Which lines of the records below contain the string "main"? Report each of them.

**Task data:**
=======

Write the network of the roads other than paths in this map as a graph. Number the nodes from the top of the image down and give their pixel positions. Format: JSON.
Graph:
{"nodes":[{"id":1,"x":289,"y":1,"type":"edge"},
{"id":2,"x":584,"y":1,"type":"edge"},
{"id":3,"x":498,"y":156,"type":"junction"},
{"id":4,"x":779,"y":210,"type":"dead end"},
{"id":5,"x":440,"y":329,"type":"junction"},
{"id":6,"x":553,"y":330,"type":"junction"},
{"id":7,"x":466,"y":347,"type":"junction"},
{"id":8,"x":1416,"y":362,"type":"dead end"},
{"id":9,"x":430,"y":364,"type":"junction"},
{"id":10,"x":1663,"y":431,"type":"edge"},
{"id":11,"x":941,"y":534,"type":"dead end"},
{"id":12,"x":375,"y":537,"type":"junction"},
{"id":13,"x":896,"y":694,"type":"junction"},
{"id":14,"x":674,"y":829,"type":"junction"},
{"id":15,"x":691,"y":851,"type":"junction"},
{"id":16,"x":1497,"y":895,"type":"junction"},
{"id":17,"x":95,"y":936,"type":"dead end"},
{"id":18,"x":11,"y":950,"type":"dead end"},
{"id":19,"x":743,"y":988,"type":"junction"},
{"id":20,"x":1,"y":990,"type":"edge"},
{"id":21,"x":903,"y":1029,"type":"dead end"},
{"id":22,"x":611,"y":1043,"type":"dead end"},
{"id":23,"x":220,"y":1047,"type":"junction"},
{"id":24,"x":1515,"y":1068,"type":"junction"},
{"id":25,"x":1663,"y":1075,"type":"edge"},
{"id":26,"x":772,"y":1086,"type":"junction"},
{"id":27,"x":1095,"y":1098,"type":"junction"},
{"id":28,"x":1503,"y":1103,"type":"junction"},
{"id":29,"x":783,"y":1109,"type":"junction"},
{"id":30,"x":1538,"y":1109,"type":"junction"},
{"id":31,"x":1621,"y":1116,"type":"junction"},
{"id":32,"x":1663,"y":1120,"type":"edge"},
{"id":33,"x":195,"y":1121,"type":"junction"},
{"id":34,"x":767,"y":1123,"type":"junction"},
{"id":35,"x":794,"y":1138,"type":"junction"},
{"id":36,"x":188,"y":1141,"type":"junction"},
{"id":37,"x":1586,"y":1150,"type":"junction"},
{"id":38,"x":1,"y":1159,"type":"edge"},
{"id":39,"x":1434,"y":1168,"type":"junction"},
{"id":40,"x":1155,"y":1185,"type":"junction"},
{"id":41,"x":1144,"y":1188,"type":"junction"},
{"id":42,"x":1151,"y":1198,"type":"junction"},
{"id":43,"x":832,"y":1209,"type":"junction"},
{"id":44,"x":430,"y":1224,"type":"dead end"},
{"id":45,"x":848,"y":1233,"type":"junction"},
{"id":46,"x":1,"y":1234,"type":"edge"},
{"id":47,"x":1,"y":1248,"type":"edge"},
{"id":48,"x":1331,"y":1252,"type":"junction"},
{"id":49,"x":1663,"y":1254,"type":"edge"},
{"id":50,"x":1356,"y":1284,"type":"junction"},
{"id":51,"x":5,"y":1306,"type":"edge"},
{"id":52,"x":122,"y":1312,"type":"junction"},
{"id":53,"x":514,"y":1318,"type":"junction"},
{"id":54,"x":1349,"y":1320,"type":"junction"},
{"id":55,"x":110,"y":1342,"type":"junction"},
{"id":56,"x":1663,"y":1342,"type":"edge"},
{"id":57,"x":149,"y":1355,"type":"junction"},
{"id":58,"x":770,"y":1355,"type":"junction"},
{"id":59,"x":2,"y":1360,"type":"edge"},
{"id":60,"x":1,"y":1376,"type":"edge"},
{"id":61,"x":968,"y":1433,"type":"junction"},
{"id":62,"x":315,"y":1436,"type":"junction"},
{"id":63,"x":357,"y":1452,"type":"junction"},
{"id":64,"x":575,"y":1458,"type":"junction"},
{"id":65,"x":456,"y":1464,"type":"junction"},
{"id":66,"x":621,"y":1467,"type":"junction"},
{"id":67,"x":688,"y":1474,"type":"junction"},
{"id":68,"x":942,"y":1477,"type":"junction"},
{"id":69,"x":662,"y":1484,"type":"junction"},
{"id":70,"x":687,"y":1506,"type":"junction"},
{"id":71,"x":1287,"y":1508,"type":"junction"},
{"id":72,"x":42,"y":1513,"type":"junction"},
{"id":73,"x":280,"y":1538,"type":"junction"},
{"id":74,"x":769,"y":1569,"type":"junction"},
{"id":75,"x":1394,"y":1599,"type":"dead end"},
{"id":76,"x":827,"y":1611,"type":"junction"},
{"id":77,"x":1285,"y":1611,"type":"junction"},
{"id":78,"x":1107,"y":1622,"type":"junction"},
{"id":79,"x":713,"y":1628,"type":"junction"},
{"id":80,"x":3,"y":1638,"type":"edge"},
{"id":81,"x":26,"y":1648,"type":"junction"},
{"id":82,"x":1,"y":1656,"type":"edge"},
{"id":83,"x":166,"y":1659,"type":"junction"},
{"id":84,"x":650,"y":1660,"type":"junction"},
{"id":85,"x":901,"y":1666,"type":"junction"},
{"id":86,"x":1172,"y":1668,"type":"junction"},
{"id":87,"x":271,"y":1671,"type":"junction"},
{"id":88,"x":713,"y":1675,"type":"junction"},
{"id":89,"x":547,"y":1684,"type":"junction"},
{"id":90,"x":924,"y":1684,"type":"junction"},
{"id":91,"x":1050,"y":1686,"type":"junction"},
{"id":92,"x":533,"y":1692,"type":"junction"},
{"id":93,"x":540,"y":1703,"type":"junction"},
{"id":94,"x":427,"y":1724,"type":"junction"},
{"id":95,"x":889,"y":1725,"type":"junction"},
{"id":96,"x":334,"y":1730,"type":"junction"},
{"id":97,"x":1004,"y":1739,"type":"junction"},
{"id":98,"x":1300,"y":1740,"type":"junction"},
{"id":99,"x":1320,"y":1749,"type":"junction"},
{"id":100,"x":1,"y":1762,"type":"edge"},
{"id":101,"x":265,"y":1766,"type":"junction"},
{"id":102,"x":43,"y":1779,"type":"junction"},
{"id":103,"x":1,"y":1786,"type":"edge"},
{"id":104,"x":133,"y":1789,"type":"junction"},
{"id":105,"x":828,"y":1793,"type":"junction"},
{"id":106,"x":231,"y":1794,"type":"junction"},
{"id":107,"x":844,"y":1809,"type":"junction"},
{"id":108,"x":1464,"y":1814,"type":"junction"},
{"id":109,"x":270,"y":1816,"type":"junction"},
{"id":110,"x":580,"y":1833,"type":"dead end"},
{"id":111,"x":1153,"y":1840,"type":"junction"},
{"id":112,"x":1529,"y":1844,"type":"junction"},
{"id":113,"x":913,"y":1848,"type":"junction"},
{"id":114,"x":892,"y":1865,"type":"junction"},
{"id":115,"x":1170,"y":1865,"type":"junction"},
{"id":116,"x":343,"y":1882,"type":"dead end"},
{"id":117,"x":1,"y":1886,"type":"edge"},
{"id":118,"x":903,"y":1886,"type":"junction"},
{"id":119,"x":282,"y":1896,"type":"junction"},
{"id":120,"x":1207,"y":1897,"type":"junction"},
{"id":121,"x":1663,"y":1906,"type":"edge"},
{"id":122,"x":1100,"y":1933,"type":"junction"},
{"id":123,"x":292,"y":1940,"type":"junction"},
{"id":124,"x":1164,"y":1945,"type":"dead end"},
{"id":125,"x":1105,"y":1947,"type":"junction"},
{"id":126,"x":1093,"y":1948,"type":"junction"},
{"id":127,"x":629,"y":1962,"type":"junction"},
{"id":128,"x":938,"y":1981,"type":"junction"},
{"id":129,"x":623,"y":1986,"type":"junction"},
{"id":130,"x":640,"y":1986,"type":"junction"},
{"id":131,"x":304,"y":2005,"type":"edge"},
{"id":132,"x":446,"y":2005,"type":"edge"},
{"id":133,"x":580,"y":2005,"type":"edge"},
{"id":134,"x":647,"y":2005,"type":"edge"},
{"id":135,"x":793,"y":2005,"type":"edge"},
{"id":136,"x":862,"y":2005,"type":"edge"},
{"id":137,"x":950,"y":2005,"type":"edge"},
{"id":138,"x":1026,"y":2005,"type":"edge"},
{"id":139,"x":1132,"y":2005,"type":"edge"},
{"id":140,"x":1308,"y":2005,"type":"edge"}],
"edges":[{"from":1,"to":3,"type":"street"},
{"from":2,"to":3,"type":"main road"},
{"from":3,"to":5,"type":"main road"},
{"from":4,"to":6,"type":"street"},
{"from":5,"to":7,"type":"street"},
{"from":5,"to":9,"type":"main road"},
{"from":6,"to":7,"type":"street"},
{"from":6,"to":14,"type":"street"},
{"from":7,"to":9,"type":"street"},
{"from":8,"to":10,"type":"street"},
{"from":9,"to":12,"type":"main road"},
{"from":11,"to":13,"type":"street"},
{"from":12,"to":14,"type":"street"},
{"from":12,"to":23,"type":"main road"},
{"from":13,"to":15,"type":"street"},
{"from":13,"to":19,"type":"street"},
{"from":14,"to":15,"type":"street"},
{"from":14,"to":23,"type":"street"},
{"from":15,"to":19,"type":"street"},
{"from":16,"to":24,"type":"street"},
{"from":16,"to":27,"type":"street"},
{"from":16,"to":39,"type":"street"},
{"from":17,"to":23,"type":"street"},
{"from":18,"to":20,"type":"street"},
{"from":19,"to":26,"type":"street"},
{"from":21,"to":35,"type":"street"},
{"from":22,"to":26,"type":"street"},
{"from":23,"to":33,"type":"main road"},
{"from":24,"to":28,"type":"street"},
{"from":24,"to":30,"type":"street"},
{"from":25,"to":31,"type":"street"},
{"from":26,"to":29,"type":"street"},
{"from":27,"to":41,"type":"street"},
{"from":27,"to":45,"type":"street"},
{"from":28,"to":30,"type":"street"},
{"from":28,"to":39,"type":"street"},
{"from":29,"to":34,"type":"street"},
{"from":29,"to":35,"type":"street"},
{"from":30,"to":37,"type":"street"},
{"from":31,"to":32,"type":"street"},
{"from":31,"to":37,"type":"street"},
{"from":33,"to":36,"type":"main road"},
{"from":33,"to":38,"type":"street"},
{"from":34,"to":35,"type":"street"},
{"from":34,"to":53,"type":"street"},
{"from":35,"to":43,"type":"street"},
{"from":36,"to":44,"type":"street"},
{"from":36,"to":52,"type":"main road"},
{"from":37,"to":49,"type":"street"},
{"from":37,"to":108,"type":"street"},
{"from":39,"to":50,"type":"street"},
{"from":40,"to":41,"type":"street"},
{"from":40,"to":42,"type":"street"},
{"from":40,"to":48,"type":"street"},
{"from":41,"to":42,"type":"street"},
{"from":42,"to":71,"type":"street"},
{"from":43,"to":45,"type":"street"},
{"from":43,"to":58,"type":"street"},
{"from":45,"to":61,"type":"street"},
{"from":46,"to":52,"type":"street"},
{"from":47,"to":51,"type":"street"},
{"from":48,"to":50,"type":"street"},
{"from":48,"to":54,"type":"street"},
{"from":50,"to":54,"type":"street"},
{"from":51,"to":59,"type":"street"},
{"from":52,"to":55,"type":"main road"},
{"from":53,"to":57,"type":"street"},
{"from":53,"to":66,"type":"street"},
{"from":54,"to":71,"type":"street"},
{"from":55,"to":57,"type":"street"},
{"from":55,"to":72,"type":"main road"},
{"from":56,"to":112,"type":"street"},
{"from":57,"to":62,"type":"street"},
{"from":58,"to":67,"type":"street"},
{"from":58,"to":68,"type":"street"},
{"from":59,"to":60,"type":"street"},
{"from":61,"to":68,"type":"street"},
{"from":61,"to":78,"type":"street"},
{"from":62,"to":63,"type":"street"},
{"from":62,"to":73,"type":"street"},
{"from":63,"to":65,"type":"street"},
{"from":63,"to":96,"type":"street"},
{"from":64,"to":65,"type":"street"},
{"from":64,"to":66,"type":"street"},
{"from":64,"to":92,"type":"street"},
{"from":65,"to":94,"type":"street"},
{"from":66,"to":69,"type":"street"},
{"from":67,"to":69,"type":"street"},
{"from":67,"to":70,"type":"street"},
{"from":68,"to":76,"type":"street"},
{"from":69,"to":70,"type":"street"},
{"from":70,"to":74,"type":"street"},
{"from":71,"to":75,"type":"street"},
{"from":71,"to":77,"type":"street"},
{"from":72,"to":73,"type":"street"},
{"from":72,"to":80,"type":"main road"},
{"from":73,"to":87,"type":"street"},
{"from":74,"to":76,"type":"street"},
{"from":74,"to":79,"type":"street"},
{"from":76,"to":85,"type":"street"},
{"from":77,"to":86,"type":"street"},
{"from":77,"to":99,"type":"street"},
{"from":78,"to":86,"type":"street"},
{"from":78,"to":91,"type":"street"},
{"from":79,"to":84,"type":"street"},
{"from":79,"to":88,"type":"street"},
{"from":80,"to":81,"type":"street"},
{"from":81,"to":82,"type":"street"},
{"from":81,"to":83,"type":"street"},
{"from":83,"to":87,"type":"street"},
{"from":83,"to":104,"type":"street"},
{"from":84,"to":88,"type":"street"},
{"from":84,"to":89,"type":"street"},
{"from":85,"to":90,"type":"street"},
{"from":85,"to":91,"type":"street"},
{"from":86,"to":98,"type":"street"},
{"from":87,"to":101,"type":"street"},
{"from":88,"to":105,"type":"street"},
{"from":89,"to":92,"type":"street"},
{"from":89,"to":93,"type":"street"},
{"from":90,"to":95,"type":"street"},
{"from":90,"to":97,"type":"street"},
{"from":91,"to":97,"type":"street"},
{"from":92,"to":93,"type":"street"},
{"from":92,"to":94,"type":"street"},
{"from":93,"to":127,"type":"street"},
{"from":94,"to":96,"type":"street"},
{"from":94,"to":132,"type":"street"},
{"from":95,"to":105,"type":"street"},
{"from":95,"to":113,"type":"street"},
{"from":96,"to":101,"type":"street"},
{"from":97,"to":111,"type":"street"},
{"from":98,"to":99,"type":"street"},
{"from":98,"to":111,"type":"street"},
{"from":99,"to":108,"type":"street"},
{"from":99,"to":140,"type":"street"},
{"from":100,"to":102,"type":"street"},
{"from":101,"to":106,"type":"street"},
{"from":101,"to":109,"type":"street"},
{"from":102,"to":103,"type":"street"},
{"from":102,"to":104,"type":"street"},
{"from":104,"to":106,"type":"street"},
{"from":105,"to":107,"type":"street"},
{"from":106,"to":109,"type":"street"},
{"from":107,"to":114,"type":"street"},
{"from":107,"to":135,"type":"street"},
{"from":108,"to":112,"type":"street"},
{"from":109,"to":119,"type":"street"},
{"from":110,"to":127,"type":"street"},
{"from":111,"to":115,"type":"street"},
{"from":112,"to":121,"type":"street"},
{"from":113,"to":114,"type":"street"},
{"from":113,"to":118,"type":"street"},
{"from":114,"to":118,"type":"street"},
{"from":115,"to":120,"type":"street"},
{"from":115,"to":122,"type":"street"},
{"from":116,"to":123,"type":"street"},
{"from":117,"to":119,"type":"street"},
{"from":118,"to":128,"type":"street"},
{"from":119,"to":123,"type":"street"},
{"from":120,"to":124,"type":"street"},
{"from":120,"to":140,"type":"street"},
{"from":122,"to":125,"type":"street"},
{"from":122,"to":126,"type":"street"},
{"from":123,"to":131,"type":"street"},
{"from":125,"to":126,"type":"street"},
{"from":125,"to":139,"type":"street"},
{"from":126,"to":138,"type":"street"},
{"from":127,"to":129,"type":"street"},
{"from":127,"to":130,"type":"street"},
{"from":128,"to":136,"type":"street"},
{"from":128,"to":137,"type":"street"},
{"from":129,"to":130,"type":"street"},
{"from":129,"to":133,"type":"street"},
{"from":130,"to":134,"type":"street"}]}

=======

**Output for this exercise:**
{"from":2,"to":3,"type":"main road"},
{"from":3,"to":5,"type":"main road"},
{"from":5,"to":9,"type":"main road"},
{"from":9,"to":12,"type":"main road"},
{"from":12,"to":23,"type":"main road"},
{"from":23,"to":33,"type":"main road"},
{"from":33,"to":36,"type":"main road"},
{"from":36,"to":52,"type":"main road"},
{"from":52,"to":55,"type":"main road"},
{"from":55,"to":72,"type":"main road"},
{"from":72,"to":80,"type":"main road"},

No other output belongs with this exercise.